Anxiety Disorders

The experience of fear and anxiety are common, typically temporary, and have survival value in that they motivate “flight-flight” responses to danger. Normal anxiety and anxiety disorders vary along a continuum, with the degree of distress and interference with daily life distinguishing between what is normal and adaptive and what is dysfunctional. For some people, anxiety can become so problematic that they can be said to have an anxiety disorder. Disorders of this type are among the most common mental health problems, and a large proportion of health resources are spent on dealing with anxiety and its associated problems.

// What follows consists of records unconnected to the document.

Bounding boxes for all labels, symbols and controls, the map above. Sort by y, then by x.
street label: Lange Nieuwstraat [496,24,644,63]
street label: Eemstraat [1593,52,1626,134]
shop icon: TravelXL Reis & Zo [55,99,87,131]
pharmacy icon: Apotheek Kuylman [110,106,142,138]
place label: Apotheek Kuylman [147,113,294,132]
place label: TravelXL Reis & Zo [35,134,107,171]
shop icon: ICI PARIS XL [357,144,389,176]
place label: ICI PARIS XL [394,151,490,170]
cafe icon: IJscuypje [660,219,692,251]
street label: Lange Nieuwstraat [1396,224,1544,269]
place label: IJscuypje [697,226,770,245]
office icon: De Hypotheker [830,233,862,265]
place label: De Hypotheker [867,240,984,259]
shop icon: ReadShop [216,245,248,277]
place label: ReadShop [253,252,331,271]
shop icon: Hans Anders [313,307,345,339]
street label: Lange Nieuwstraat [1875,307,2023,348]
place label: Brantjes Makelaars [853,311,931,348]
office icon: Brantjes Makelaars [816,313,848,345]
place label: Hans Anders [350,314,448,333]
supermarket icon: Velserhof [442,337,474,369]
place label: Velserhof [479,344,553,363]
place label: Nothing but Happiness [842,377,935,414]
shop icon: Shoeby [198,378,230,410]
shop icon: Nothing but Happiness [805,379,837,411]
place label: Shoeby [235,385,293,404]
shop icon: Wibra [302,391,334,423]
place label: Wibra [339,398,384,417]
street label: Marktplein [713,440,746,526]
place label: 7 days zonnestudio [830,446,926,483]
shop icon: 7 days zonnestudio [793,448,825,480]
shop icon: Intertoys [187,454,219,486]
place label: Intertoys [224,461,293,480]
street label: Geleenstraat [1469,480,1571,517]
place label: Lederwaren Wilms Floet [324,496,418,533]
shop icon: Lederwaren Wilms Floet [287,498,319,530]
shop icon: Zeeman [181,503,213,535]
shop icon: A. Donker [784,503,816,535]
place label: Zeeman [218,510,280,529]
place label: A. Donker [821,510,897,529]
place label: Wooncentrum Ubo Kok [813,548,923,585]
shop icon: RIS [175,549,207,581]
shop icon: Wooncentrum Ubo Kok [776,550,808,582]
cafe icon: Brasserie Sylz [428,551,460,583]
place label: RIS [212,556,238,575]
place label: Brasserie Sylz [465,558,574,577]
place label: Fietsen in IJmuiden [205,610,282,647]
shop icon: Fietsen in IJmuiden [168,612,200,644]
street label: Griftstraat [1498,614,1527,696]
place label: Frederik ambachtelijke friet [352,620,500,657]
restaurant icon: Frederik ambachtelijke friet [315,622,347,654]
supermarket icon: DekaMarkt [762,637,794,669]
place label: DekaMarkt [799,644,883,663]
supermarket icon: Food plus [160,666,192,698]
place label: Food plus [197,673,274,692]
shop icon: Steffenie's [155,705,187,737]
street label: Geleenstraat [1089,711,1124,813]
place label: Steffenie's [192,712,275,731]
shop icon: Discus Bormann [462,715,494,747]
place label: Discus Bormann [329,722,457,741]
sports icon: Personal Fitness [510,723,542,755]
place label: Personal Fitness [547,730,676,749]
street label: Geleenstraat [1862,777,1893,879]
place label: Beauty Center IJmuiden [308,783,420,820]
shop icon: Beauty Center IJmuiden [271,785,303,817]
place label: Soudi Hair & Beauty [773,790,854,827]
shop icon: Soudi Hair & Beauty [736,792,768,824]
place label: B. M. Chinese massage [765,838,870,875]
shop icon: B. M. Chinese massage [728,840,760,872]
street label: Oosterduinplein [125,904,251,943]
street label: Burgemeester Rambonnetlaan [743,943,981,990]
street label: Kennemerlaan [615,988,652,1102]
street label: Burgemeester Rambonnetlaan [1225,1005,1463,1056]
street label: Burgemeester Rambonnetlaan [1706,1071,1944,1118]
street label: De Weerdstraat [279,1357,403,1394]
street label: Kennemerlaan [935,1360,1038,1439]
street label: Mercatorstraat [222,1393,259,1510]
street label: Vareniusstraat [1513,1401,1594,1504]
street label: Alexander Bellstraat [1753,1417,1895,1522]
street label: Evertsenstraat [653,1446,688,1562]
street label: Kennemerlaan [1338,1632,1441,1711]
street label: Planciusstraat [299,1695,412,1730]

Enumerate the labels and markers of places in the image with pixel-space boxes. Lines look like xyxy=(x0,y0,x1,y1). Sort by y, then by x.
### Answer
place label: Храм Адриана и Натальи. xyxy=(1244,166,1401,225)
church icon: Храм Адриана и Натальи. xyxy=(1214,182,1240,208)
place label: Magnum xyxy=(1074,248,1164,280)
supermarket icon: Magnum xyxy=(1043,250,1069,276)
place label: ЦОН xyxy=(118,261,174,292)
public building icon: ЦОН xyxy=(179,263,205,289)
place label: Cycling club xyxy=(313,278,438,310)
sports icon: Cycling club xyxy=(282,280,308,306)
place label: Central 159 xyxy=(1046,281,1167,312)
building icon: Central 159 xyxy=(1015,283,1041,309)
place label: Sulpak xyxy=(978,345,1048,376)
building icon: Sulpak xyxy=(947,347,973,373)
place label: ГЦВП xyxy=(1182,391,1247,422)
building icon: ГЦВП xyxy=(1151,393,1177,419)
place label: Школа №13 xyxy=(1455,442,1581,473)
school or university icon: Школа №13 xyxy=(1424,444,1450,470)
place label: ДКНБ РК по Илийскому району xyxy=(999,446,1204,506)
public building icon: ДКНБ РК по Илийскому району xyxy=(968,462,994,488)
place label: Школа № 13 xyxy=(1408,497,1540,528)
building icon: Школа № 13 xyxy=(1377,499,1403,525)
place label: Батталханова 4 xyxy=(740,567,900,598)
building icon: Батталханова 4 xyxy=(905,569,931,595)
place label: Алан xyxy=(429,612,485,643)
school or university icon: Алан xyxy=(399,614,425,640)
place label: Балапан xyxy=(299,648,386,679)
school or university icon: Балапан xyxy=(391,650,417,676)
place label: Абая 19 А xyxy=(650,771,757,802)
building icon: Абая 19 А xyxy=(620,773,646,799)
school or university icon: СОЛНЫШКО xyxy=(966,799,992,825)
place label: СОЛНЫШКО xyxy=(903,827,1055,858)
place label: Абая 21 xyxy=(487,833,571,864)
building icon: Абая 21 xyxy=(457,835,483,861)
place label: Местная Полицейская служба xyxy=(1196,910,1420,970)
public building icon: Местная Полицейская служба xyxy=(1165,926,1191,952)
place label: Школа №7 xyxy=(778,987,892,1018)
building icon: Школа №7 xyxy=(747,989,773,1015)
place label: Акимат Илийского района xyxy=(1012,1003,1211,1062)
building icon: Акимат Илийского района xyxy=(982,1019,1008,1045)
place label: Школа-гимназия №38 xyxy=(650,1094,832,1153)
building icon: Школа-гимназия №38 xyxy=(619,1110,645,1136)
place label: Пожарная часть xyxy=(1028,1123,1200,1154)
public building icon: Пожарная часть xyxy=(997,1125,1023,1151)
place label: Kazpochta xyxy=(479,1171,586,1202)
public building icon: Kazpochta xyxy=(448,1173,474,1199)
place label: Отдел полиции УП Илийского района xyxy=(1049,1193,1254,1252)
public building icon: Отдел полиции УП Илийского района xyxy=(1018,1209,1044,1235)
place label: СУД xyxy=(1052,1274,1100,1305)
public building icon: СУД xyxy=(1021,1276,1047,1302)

The most common diagnostic system in use are the Diagnostic and Statistical Manual of Mental Disorders of the American Psychiatric Association and the International Classification of Diseases of the World Health Organization. In determining whether a problem warrants a formal diagnosis as an anxiety disorder, the clinician using these systems will consider the specific symptoms, the duration of the problem, the interference caused by the problem, and whether the anxiety can be better explained by another problem such as drug abuse or a medical condition. The DSM-IV discriminates between anxiety disorders that typically begin in childhood or adolescence and those usually diagnosed in adulthood. However, children can be diagnosed with any of the adult categories, and only one disorder is specific to children and adolescents: separation anxiety disorder. This disorder results from undue anxiety regarding separation from significant figures in the child’s life. The child’s reaction to such separation is beyond that expected for his or her development level.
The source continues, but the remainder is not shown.